Mit Formaten wie Roche & Böhmermann oder dem Neo Magazin sendet er auf den Testkanälen des ZDF eifrig gegen die Quote. Sowieso ist Herr Böhmermann ein durch und durch öffentlich-rechtlicher Moderator; zumindest lässt das der kostümartig sitzende Anzug vermuten. Verborgen in diesem Schafspelz infiltriert er klassische Formate. Was dabei herauskommt, sind Sendungen direkt aus dem Fettnapf, die vor allem das geplante Scheitern zelebrieren. Alles unter dem Motto: Man muss die Grenzen kennen, um sie zu überschreiten. Das ist dann meistens recht peinlich für alle Beteiligten, aber eben auch unheimlich erfrischend und unterhaltsam zwischen der ganzen „Medienwichse“, wie Böhmermann es im Interview mit dem Campusradio Dresden formuliert.

Auch im Radio schreibt Jan Böhmermann ganz neue Geschichten, wobei „neu“ nicht gleichzeitig „gut“ bedeuten muss. Hier aber schon.

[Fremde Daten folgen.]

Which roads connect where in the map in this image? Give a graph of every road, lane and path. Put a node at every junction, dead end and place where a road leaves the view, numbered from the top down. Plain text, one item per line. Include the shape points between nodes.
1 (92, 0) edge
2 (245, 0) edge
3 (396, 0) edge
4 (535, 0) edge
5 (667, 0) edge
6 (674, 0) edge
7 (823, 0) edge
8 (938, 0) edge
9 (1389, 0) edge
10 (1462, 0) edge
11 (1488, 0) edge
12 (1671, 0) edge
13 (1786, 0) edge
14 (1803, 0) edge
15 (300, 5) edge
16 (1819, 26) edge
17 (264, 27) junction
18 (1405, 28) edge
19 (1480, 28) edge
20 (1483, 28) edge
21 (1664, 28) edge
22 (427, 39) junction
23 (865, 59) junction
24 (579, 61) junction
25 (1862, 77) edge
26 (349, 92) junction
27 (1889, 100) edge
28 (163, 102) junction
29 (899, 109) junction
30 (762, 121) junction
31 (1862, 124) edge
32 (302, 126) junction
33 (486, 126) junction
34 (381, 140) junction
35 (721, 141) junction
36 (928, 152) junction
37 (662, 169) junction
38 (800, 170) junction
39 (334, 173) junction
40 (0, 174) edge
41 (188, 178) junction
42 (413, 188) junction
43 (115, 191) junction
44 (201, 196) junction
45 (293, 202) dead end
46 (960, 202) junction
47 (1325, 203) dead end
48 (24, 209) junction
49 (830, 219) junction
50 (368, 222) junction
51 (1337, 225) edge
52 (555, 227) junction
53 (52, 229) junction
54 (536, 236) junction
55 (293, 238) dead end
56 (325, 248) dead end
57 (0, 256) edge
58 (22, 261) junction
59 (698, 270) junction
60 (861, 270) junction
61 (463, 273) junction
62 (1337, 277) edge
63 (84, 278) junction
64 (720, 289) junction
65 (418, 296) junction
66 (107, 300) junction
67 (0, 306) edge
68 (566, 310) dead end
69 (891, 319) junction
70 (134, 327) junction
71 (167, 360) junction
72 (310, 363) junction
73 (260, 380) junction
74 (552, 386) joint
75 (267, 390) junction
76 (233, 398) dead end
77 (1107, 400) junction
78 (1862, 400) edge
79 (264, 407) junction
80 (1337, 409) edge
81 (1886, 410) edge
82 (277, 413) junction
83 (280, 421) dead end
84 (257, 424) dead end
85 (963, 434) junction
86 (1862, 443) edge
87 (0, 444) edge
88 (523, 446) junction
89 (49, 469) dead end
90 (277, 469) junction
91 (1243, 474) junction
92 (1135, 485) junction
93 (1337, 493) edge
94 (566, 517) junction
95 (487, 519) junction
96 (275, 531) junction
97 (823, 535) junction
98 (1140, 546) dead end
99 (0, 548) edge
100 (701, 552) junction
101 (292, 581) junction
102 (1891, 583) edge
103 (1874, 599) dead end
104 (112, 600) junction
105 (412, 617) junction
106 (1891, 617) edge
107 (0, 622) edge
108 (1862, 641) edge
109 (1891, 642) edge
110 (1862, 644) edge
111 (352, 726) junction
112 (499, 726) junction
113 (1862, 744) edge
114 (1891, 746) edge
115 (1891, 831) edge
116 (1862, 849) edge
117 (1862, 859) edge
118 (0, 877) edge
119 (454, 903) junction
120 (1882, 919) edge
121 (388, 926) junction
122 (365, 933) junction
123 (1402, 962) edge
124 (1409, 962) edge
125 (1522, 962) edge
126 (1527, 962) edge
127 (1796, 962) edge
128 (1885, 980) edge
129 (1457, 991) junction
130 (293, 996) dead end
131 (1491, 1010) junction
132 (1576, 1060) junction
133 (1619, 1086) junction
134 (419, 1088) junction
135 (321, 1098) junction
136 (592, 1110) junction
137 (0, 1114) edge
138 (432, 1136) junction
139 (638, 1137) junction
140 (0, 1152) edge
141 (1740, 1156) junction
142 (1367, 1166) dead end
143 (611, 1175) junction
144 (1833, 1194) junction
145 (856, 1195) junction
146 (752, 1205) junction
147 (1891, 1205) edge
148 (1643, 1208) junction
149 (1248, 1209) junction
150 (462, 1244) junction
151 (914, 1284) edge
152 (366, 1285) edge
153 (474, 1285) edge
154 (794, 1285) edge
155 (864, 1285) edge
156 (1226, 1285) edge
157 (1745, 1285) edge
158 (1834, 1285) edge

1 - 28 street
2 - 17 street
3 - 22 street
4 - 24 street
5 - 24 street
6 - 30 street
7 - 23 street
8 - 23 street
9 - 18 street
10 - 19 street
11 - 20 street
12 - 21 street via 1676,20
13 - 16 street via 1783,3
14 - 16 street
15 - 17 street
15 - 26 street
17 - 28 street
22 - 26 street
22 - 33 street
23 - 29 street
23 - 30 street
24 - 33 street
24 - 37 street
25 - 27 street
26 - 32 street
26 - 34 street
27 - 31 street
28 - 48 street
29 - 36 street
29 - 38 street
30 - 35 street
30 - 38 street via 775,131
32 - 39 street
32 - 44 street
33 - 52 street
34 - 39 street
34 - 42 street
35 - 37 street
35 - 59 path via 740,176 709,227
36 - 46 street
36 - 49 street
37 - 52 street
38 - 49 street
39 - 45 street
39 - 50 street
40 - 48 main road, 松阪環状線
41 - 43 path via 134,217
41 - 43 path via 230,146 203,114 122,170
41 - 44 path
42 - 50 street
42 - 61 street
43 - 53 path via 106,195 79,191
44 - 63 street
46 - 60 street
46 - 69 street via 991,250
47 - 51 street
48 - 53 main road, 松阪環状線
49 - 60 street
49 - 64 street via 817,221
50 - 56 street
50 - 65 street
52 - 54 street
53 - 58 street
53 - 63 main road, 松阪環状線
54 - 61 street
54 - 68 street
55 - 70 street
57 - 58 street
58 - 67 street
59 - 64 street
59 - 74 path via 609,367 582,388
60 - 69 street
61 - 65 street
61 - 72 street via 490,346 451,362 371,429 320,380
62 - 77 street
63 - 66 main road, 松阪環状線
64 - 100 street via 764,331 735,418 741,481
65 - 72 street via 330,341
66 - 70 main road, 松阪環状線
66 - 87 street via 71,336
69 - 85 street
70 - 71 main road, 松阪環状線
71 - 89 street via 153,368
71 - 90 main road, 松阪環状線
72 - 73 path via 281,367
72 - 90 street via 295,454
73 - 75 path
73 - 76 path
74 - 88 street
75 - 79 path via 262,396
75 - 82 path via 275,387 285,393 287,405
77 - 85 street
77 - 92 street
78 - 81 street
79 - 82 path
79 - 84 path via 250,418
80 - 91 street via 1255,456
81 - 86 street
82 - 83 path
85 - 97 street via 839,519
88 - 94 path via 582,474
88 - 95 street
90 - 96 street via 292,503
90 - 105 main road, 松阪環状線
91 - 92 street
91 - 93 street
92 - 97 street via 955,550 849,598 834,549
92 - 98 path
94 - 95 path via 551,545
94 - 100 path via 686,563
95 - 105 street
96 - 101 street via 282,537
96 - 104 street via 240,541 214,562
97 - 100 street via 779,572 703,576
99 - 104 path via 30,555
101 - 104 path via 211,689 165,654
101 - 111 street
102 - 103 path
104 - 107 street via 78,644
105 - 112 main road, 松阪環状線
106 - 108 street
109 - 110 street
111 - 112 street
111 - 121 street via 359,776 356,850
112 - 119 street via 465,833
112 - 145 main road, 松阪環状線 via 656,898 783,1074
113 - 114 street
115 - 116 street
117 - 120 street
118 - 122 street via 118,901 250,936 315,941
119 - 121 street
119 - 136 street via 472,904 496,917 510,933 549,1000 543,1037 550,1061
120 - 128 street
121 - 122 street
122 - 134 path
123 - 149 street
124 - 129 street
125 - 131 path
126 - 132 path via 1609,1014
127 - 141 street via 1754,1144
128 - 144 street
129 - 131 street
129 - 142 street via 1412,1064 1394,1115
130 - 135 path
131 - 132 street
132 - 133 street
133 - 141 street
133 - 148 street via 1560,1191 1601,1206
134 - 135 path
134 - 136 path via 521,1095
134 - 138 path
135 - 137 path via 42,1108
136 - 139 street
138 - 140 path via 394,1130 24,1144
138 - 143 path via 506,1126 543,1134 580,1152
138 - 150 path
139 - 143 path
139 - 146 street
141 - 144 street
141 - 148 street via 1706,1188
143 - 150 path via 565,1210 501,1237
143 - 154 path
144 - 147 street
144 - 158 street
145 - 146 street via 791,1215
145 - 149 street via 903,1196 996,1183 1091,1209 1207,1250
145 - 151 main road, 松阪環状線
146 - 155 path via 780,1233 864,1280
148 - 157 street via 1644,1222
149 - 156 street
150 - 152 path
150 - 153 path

Was denn überhaupt gutes Radio ausmacht, beschreibt uns Böhmermann folgendermaßen: Wenn man im Auto sitzen bleibt, obwohl man schon angekommen ist, um zu hören, was da passiert. Dass man sich als Radiomacher an diese Qualität erst langsam und experimentell herantastet, versteht sich von selbst. Wie ein riesiger Versuchsaufbau mutet dann auch die Radio-Talksendung Late Line an, mit der Böhmermann auf seiner Deutschlandtour auch in Leipzig zu Gast war. Als Moderator sprach er hier gleichzeitig und durcheinander zu den Hörern sieben verschiedener Radiosender, den Fernsehzuschauern auf eins plus, den Call-in-Gästen der Late Line und der Internetcommunity. Wenn man alles macht, kann man nichts falsch machen. Oder so ähnlich. So ungewiss wie der Ausgang einer solchen Sendung, so unkontrolliert und chaotisch ist auch deren Verlauf. „Alles kann, nichts muss!“: Wenn man sich diese Philosophie vor Augen hält, versteht man auch, warum Radio à la Böhmermann so klingt, wie es klingt.

Er macht Radio und Fernsehen hinter den Kulissen und zwar aus Prinzip. Das ist professionalisierte Laienhaftigkeit, die man in dieser Weise sowohl im TV also auch im Radio selten antrifft. Gerade deshalb baut Jan Böhmermann diese Eigenart in immer neuen Formaten aus. Dabei genügt es ihm allerdings nicht, nur besser zu sein als alle anderen. Nein – Böhmermann möchte schlimmer sein. Sogar schlimmer als er selbst. Mit seinem neuen Bühnenprogramm „Schlimmer als Jan Böhmermann“ tourt er deshalb momentan durch Deutschland und besucht am 30.03 auch Dresden („Das Leipzig für coole“). In der Schauburg gibt es dann Gags an der Grenze zum guten Geschmack. Herr Böhmermann: Ist das lustig, oder kann das weg?